The constitutional amendment authorizing the legislature to provide for a temporary exemption from ad valorem taxation of a portion of the appraised value of certain property damaged by a disaster.
“You could have a tornado come in like in Alto and take down half the town,” he said. “Yet their appraisals were still showing a house worth $200,000 but it’s basically a slab,” Nichols said. “Constitutionally, these people need some help.”
The constitutional amendment prohibiting the imposition of an individual income tax, including a tax on an individual’s share of partnership and unincorporated association income.
“It prohibits a state income tax. A lot of those pieces are already on the books,” he said. “This makes it very clear. No state income tax.”
Opponents of the legislation say that individuals could be used to refer to businesses. The Senate considered substituting the language with the term “natural person,” but the proposal ultimately failed.
The constitutional amendment dedicating the revenue received from the existing state sales and use taxes that are imposed on sporting goods to the Texas Parks and Wildlife Department and the Texas Historical Commission to protect Texas’ natural areas, water quality, and history by acquiring, managing, and improving state and local parks and historic sites while not increasing the rate of the state sales and use taxes.
Under this proposed amendment, the two state agencies would be guaranteed tax revenue from sales of sporting goods.
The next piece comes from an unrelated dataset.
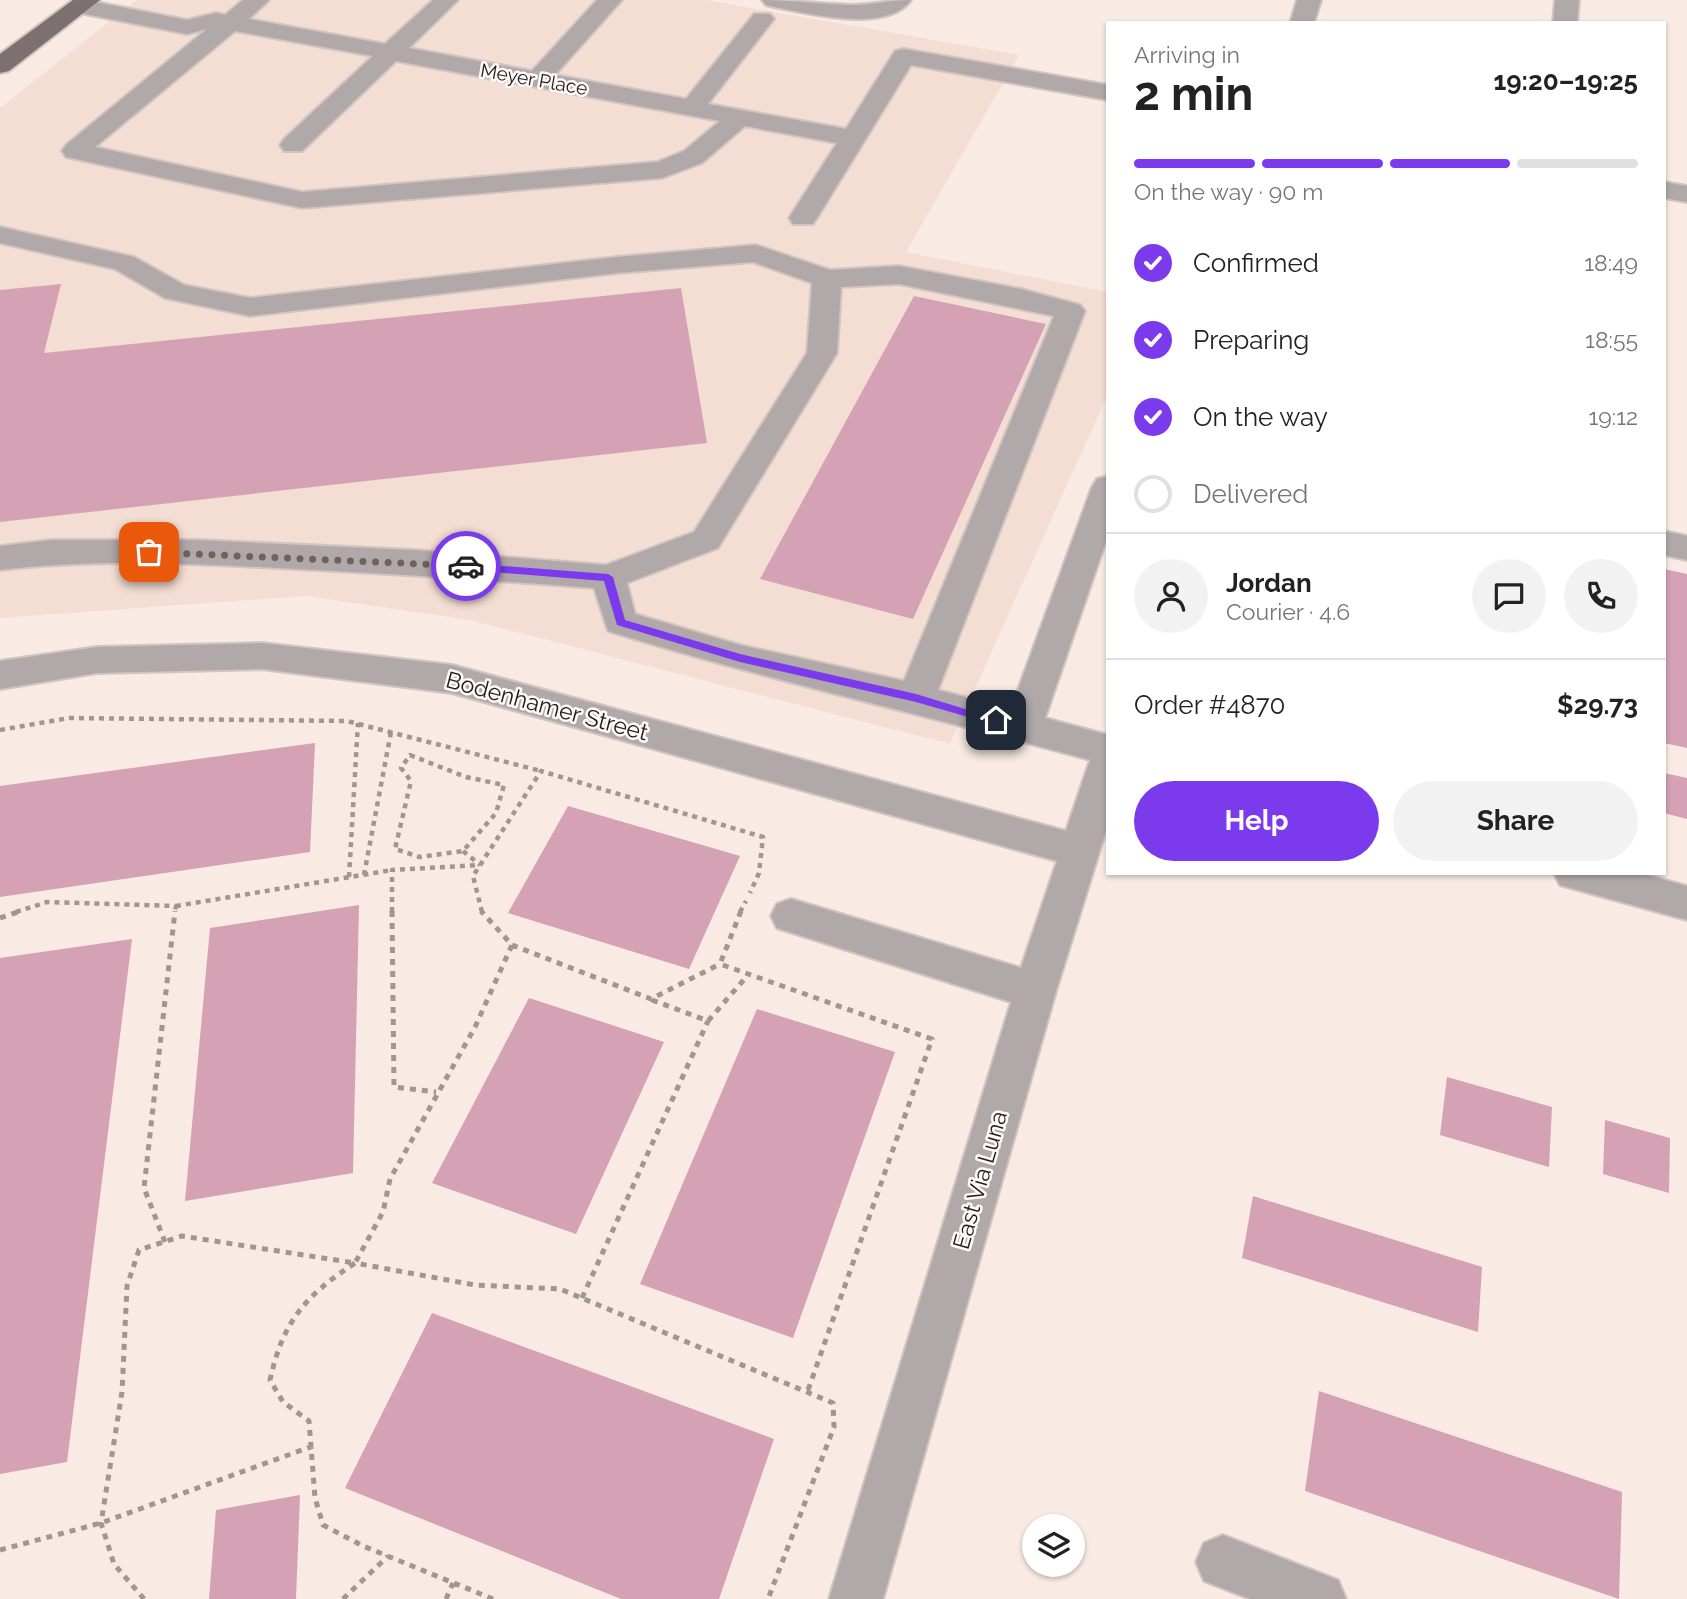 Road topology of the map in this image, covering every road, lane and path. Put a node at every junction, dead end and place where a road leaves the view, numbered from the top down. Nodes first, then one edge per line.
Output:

The tax revenue is protected by statute but has no current constitutional backing, Nichols said.
“In tight years we go and we arm wrestle over all this money,” Nichols said.
The constitutional amendment authorizing the legislature to increase by $3 billion the maximum bond amount authorized for the Cancer Prevention and Research Institute of Texas.
Eight years ago, Nichols opposed efforts to fund the Caner Prevention and Research Institution of Texas, saying that he didn’t feel the state should be in the research business. He’s since changed his mind.
“We have some of the best cancer research people. Because of that more people from Texas will be saved than before. I’ve watched it and seen it work,” Nichols said.
The constitutional amendment allowing increased distributions to the available school fund.
This amendment would double the annual General Land Office distribution to schools to up to $600 million and let the State Board of Education sell bonds for that purpose. Both are currently prevented from doing so by the constitution.
The constitutional amendment providing for the creation of the flood infrastructure fund to assist in the financing of drainage, flood mitigation, and flood control projects.
If passed by voters, the amount of money spent on flood infrastructure would be determined by the Legislature every two years.
The existing flood infrastructure in much of South and East Texas was pushed beyond the breaking point in 2017 during Hurricane Harvey.
“When Harvey hit out of the 19 counties I represent, 11 counties were declared disaster area. Seven of those 11 literally were underwater,” Nichols said. “The real problem had to do with drainage.”
The constitutional amendment authorizing the legislature to exempt from ad valorem taxation precious metal held in a precious metal depository located in this state.
Some tax assessors around the state have wanted to tax precious metals such as gold and silver Texas owned the first state-backed precious metal depository in 2018. This proposal would prevent metals form being taxed as property.
“If you’ve got precious metal, it’s like you put it in a lock box in your bank,” Nichols said.
The constitutional amendment to allow the transfer of a law enforcement animal to a qualified caretaker in certain circumstances.
In another seemingly small change, the state wants to amend the constitution to allow police and rescue dogs to live with their animal handlers after retiring from service.
“At a certain point they hit retirement age, but they are public property,” Nichols said.